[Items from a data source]
══════════════════════════════

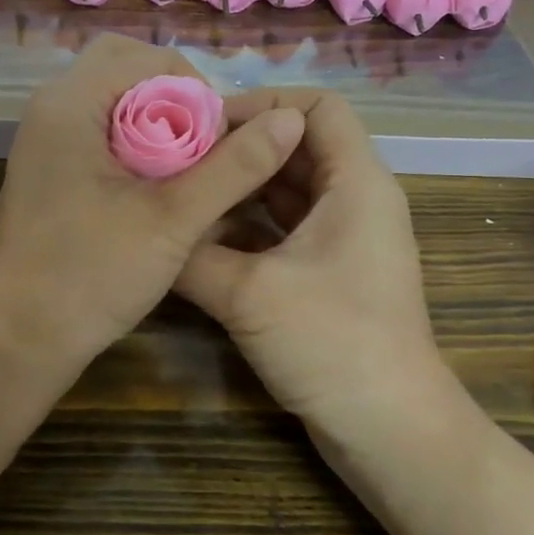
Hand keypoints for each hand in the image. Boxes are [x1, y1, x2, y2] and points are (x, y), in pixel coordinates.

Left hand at [0, 34, 306, 378]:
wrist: (20, 336)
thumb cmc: (92, 273)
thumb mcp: (173, 220)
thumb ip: (233, 167)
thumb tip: (289, 119)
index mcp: (71, 103)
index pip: (148, 58)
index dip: (196, 90)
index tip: (219, 143)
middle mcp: (51, 109)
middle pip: (126, 71)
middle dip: (176, 103)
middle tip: (203, 151)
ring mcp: (44, 141)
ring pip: (114, 105)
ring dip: (157, 127)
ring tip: (186, 175)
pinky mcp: (48, 172)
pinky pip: (99, 135)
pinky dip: (134, 149)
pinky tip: (157, 193)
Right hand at [174, 88, 459, 449]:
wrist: (388, 429)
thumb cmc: (331, 343)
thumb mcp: (248, 292)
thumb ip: (191, 253)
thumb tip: (145, 228)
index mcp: (356, 183)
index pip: (316, 106)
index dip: (263, 105)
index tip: (205, 128)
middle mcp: (356, 201)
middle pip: (296, 147)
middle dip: (239, 149)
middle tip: (177, 161)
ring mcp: (344, 240)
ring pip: (288, 192)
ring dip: (239, 190)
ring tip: (181, 194)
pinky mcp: (330, 274)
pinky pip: (285, 230)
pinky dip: (247, 227)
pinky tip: (202, 239)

══════════════════════════════

> PROBLEM TO WORK ON: Print exactly the lines running from the start of the entries above to the line with "index mcp: (71, 103)", both included; leave out any pictures.

> YOUR RESPONSE:
Hand keypoints for each hand in the image. Boxes are [x1, y1, x2, y2] and points are (x, y), in pixel coordinates.

Left hand at [0, 34, 306, 378]:
wrist: (20, 336)
thumb cmc: (92, 273)
thumb mcp: (173, 220)
thumb ip: (233, 167)
thumb tip: (289, 119)
index mcp: (71, 103)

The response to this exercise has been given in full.